1. A Lippincott Procedures document titled "Discharge" dated last revised 04/03/2015 reflected "...effective discharge requires careful planning and continuing assessment of the patient's needs...Discharge planning aims to...provide instructions for home care...It can also include arranging for transportation, follow-up care...If the patient's family can't arrange transportation, notify the social services department...Always confirm arranged transportation..."
2. The medical record of Patient 4 was reviewed and reflected the patient (MDS) dated [DATE] at 2333 with a chief complaint of abdominal pain.
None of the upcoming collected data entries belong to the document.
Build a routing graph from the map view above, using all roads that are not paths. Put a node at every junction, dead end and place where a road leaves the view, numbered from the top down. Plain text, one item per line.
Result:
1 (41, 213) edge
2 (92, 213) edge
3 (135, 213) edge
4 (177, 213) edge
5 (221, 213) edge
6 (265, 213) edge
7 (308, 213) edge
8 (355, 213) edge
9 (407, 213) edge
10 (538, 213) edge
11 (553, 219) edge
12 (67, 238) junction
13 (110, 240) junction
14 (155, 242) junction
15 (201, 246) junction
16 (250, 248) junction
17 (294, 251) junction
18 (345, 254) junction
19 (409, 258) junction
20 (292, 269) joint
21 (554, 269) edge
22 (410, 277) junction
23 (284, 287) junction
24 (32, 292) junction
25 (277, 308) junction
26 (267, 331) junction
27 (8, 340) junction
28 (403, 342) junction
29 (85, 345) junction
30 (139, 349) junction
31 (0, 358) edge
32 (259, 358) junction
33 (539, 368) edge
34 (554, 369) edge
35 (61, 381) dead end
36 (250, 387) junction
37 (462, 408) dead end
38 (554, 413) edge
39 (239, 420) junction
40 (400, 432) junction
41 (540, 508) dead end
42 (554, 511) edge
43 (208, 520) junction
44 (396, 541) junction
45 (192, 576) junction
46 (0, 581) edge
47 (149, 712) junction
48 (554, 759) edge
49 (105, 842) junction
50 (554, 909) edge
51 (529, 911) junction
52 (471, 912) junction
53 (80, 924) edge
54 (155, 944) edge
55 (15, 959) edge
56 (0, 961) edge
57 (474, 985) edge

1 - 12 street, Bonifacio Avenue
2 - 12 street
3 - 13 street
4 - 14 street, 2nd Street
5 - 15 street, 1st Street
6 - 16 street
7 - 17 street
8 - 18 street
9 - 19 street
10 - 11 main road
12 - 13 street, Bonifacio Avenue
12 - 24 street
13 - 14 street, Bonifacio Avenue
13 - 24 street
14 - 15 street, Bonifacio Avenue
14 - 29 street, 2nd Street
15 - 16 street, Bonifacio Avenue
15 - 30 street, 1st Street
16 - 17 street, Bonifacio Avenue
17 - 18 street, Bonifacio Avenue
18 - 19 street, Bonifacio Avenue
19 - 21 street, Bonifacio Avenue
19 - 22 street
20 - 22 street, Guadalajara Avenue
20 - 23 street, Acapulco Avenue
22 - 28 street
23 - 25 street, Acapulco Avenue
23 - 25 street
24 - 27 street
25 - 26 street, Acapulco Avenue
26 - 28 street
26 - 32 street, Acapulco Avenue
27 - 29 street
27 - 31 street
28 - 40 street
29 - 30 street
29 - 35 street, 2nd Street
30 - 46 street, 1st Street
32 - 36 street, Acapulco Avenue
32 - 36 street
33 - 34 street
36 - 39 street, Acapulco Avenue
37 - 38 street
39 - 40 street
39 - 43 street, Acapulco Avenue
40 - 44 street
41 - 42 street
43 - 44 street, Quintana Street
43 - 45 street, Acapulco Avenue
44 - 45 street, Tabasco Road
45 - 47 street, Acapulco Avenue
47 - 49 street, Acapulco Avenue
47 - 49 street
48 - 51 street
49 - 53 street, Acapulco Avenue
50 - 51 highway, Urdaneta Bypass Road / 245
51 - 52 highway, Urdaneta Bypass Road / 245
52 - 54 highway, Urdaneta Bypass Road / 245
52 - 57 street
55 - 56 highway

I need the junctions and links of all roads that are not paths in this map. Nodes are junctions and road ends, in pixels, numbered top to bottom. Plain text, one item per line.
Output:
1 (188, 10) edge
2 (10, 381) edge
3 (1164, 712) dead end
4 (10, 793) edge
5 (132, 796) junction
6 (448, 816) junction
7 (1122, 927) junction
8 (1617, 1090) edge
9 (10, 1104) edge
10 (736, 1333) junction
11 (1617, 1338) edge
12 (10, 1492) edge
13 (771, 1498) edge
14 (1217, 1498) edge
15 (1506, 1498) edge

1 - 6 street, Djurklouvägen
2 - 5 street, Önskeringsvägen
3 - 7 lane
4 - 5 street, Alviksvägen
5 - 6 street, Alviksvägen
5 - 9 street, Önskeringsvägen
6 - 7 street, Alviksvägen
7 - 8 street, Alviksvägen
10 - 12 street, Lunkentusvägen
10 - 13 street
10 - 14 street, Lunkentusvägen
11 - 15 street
The record reflected the patient had a medical history that included cardiac dysrhythmias, asthma, knee and ankle injuries, arthritis, psychosis, schizoaffective disorder, and psychiatric care.
An ambulance "Sweet Home Fire and Ambulance District" report dated 02/03/2016 at 2349 reflected the patient was transported to the CAH from his/her residence in Sweet Home, Oregon. The report reflected "[Patient] with...abd [pain]...[Patient] says [he/she] was seen this morning at the urgent care for psychiatric evaluation. [Patient] says [he/she] just got out of the [psychiatric ward] a few days ago."
The record reflected that the patient was administered morphine (a narcotic pain medication) 2 mg IV on 02/04/2016 at 0024.
Physician notes dated 02/04/2016 at 0124 reflected "...[Patient] is discharged home with instructions to stop using street drugs and contact [his/her] doctor in the morning for a follow up appointment..." The notes contained no evidence that the patient's discharge transportation was evaluated, arranged or confirmed.
A physician "Discharge Instructions" form dated 02/04/2016 at 0136 was reviewed and contained no information related to where the patient was discharging to, and no evidence that the patient's transportation was evaluated, arranged or confirmed.
RN flowsheet documentation on 02/04/2016 at 0138 reflected the patient's mobility at discharge was "Ambulatory" and the "Departure Mode" was "By self." There was no documentation reflecting where the patient was discharging to, or that the patient's transportation was evaluated, arranged or confirmed.
The "ED Disposition" reflected the patient was discharged to "home/self care."
The record reflected the patient was discharged on [DATE] at 0148.
There was no documentation in the record reflecting the patient's discharge transportation was evaluated, arranged or confirmed; and no assessment of the patient's ability to arrange his/her own transportation including consideration of the patients's arrival by ambulance, history of physical and psychiatric conditions, administration of potentially sedating medications in the ED, and distance from the CAH to the patient's home.
3. During an interview with the ED Manager on 06/15/2016 at 1500, he/she stated the "Discharge" Lippincott Procedure document was the CAH's policy and procedure for addressing patients who were discharged from the ED.
An interview was conducted with the Quality Director on 06/15/2016 at 1515. The Quality Director stated "The nurse should've asked the patient how [he/she] was getting home." The Quality Director acknowledged the record contained no documentation reflecting that the nurse evaluated or arranged transportation for the patient.
During an interview with the SHS R&C Manager on 06/15/2016 at 1545, he/she stated that on 06/02/2016 the patient reported being discharged from the ED on "02/03/2016" at approximately 0200 without transportation arrangements. The SHS R&C Manager stated the patient reported he/she walked to a grocery store 2 miles away from the CAH, then "got a ride" to Sweet Home, Oregon, and did not get home until 02/04/2016 at 0400.
4. Mapquest reflects Samaritan Lebanon Community Hospital is 16 miles from Sweet Home, Oregon with an estimated driving time of 24 minutes and estimated walking time of 6.5 hours.